▶ DATASET EXTRACT
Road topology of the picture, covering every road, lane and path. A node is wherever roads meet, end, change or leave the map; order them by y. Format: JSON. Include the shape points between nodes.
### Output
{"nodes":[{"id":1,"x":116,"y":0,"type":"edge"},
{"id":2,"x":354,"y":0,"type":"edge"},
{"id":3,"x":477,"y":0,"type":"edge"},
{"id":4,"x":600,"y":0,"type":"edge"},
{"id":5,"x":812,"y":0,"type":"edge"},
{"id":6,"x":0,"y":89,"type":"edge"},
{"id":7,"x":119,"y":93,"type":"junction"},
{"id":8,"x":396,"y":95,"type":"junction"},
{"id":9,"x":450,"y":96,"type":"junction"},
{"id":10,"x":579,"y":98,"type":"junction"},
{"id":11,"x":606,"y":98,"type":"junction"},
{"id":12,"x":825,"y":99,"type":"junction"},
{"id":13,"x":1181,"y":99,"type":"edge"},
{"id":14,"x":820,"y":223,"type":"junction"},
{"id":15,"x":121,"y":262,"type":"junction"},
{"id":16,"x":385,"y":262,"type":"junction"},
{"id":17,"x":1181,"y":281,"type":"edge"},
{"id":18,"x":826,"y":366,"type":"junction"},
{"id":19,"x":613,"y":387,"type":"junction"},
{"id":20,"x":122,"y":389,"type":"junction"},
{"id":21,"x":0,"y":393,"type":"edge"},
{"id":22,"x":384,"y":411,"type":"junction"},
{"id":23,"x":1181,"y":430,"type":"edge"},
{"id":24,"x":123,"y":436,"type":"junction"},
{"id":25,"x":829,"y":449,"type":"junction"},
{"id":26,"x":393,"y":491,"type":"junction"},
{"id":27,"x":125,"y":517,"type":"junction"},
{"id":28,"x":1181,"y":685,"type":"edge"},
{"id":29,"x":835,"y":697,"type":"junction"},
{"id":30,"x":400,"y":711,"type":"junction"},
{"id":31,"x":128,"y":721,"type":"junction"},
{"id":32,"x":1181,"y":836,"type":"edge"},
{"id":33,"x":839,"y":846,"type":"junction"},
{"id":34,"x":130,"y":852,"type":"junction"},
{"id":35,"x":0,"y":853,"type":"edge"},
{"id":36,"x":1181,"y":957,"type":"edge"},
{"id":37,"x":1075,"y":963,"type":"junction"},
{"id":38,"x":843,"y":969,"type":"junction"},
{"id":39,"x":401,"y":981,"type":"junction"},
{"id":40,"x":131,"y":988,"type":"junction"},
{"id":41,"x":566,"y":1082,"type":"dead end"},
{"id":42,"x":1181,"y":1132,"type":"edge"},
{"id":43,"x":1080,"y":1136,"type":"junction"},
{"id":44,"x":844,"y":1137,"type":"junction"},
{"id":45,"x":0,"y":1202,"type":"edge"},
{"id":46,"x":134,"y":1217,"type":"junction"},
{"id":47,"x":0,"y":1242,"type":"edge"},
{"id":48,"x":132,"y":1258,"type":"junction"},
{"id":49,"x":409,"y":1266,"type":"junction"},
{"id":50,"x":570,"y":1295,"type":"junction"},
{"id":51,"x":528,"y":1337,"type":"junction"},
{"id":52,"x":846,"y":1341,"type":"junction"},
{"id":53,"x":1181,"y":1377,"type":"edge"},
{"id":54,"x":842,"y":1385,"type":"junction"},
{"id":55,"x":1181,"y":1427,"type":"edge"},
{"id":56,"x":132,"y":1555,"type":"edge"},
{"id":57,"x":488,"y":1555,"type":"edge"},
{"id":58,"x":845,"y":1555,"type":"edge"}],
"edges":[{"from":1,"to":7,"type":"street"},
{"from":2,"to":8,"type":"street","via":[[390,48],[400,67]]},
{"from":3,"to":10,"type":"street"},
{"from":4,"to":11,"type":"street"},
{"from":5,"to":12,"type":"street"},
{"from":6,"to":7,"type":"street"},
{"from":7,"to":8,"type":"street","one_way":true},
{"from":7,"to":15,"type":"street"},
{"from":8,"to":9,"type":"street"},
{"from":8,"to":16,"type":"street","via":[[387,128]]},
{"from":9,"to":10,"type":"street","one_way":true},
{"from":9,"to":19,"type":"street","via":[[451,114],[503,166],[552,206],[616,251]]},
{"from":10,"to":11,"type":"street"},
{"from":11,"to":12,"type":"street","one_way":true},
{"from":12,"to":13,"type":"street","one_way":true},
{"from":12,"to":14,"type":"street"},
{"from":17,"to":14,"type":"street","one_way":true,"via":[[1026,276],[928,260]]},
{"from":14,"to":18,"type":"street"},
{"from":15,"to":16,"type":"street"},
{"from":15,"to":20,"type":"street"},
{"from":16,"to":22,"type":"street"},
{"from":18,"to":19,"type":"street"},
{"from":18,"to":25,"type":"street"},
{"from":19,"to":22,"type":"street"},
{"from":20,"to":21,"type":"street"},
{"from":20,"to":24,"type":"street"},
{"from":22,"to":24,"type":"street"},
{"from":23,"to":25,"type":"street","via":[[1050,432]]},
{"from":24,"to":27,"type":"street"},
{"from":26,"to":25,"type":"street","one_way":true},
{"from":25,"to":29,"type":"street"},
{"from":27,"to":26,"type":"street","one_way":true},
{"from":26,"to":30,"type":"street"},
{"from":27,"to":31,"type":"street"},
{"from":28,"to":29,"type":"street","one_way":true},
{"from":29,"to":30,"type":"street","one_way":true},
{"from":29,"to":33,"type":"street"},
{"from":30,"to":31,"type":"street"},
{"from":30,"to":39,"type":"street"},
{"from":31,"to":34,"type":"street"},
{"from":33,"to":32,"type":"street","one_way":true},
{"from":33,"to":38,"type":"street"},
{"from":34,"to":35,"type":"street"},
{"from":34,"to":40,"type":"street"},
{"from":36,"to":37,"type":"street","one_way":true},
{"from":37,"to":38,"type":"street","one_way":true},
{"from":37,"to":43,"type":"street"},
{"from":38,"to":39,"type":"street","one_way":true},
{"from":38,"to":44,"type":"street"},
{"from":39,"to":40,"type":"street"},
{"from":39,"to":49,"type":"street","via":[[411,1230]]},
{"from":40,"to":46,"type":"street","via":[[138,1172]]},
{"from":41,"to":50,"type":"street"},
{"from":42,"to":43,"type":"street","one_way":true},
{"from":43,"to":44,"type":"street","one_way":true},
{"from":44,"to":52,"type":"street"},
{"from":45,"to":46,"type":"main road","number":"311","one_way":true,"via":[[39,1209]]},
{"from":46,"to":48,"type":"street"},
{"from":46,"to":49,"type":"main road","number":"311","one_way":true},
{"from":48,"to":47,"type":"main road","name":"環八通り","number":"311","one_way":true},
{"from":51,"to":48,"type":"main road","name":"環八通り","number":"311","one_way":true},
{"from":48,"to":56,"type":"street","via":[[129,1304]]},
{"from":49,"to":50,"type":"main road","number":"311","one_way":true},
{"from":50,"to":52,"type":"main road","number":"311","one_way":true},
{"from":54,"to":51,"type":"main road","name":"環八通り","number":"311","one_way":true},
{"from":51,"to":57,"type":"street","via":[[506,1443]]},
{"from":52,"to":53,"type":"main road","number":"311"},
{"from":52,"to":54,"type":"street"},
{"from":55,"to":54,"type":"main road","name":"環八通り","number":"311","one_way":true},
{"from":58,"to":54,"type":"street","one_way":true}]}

▶ DIRECTIONS FOR THIS TASK
Write out each line of the data that holds the string "road".

▶ SOLUTION
Road topology of the picture, covering every road, lane and path. A node is wherever roads meet, end, change or leave the map; order them by y. Format: JSON. Include the shape points between nodes.
{"from":45,"to":46,"type":"main road","number":"311","one_way":true,"via":[[39,1209]]},
{"from":46,"to":49,"type":"main road","number":"311","one_way":true},
{"from":48,"to":47,"type":"main road","name":"環八通り","number":"311","one_way":true},
{"from":51,"to":48,"type":"main road","name":"環八通り","number":"311","one_way":true},
{"from":49,"to":50,"type":"main road","number":"311","one_way":true},
{"from":50,"to":52,"type":"main road","number":"311","one_way":true},
{"from":54,"to":51,"type":"main road","name":"環八通り","number":"311","one_way":true},
{"from":52,"to":53,"type":"main road","number":"311"},
{"from":55,"to":54,"type":"main road","name":"環八通り","number":"311","one_way":true},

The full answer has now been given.